Die Atom-Ablehnung ist postfaktisch
Tatsächlich handelt es sich um harmlosen Wasserdampf. Aber die Welt der Grünen war schon vor 2011 eine postfaktische Welt – und seitdem erst Recht. Ausgerechnet diejenigen, die den Klimawandel und all seine Gefahren wie eine Monstranz vor sich hertragen, untergraben eine der größten Chancen, sichere Energieversorgung und geringe Emissionen unter einen Hut zu bringen. Das Märchen von Atomkraft als „Hochrisikotechnologie“ verbreiten die Grünen auch zwölf Jahre nach Fukushima noch mantraartig – während sie gleichzeitig vor der Co2-Katastrophe warnen. Man ist versucht, die Ernsthaftigkeit all dieser Klima-Bekenntnisse zu hinterfragen: Wer wirklich an die unmittelbar drohende Klimakatastrophe glaubt, würde jedes Atomkraftwerk mit Händen und Füßen vor dem Aus bewahren wollen.
„Möglicherweise müssen die Klimaschutzziele revidiert werden, wenn die CO2-freie Atomkraft schneller wegfällt als geplant“, ahnte der Spiegel schon 2011. Heute könnten wir fast ein Drittel der energiebedingten Emissionen und zehn Prozent der Gesamtemissionen in Deutschland einsparen, wenn wir unsere Kernkraftwerke am Netz gelassen hätten. Wir könnten auch mit Innovationen in der Kernkraft den Weg in eine nicht nur Emissions-, sondern auch Atommüllfreie Energiezukunft ebnen. Einst waren wir auch hier Spitzenreiter.
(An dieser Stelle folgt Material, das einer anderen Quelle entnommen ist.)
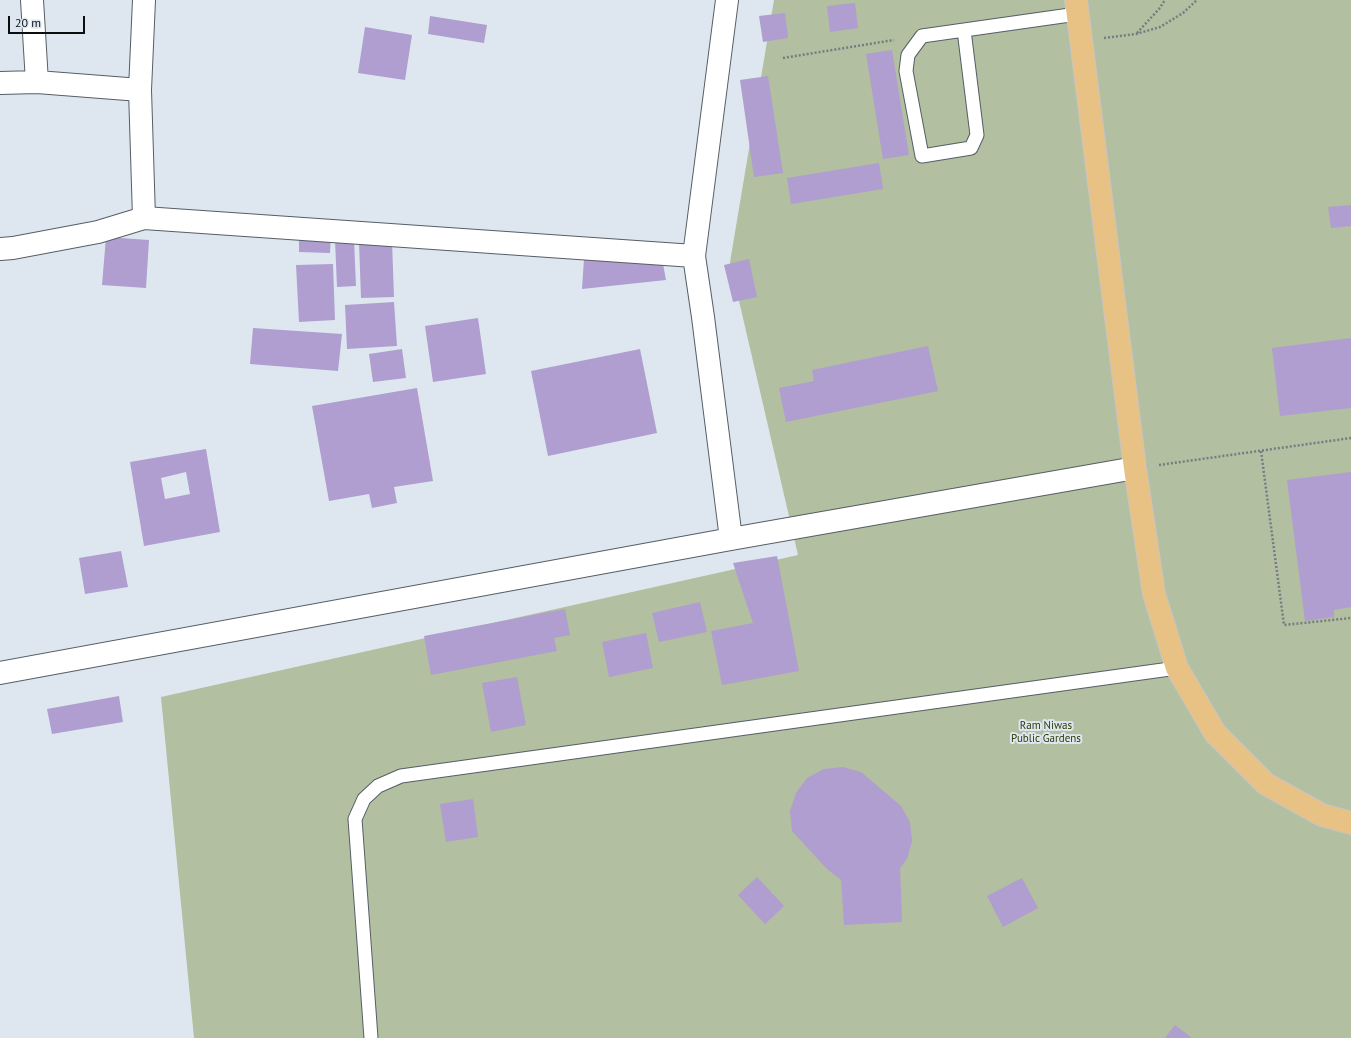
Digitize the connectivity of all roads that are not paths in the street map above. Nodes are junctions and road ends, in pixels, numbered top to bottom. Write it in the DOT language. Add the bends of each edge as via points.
graph roads {
  1 [pos="32,0"];
  2 [pos="144,0"];
  3 [pos="727,0"];
  4 [pos="1076,7"];
  5 [pos="964,30"];
  6 [pos="37,82"];
  7 [pos="0,83"];
  8 [pos="140,90"];
  9 [pos="144,218"];
  10 [pos="0,249"];
  11 [pos="694,256"];
  12 [pos="1135,468"];
  13 [pos="731,538"];
  14 [pos="1177,668"];
  15 [pos="0,672"];
  16 [pos="1351,823"];
  17 [pos="371,1038"];
  1 -- 6 [label="street"];
  2 -- 8 [label="street"];
  3 -- 11 [label="street"];
  4 -- 5 [label="lane"];
  4 -- 12 [label="main road"];
  5 -- 5 [label="lane" via="922,36 908,55 906,71 922,156 971,148 977,135"];
  6 -- 7 [label="street"];
  6 -- 8 [label="street"];
  8 -- 9 [label="street"];
  9 -- 10 [label="street" via="98,232"];
  9 -- 11 [label="street"];
  11 -- 13 [label="street"];
  12 -- 13 [label="street"];
  12 -- 14 [label="main road" via="1154,594"];
  13 -- 15 [label="street"];
  14 -- 16 [label="main road" via="1215,733 1266,784 1322,815"];
  14 -- 17 [label="lane" via="401,776 378,786 364,799 355,819"];
}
Jetzt nicht mehr: Atom-Innovation findet jetzt woanders statt. In Frankreich, in Polen, den Vereinigten Staaten, sogar in Japan setzt man auf Kernkraft als Zukunftstechnologie – auch für den Klimaschutz. Wenn Präsident Joe Biden in seinem großen Energiewende-Plan auch der Kernkraft einen wichtigen Platz einräumt, der französische Präsident sich zum Ausbau der Atomkraft in seinem Land bekennt und selbst Japan fleißig an neuen Meilern arbeitet, ist Deutschland ein energiepolitischer Geisterfahrer, der die dümmste Energiepolitik der Welt macht – befindet übrigens das Wall Street Journal. Der Atom-Ausstieg stellt sich bereits sich als größter Fehler der Merkel-Ära, vielleicht als größter politischer Fehler in der Geschichte der Bundesrepublik heraus.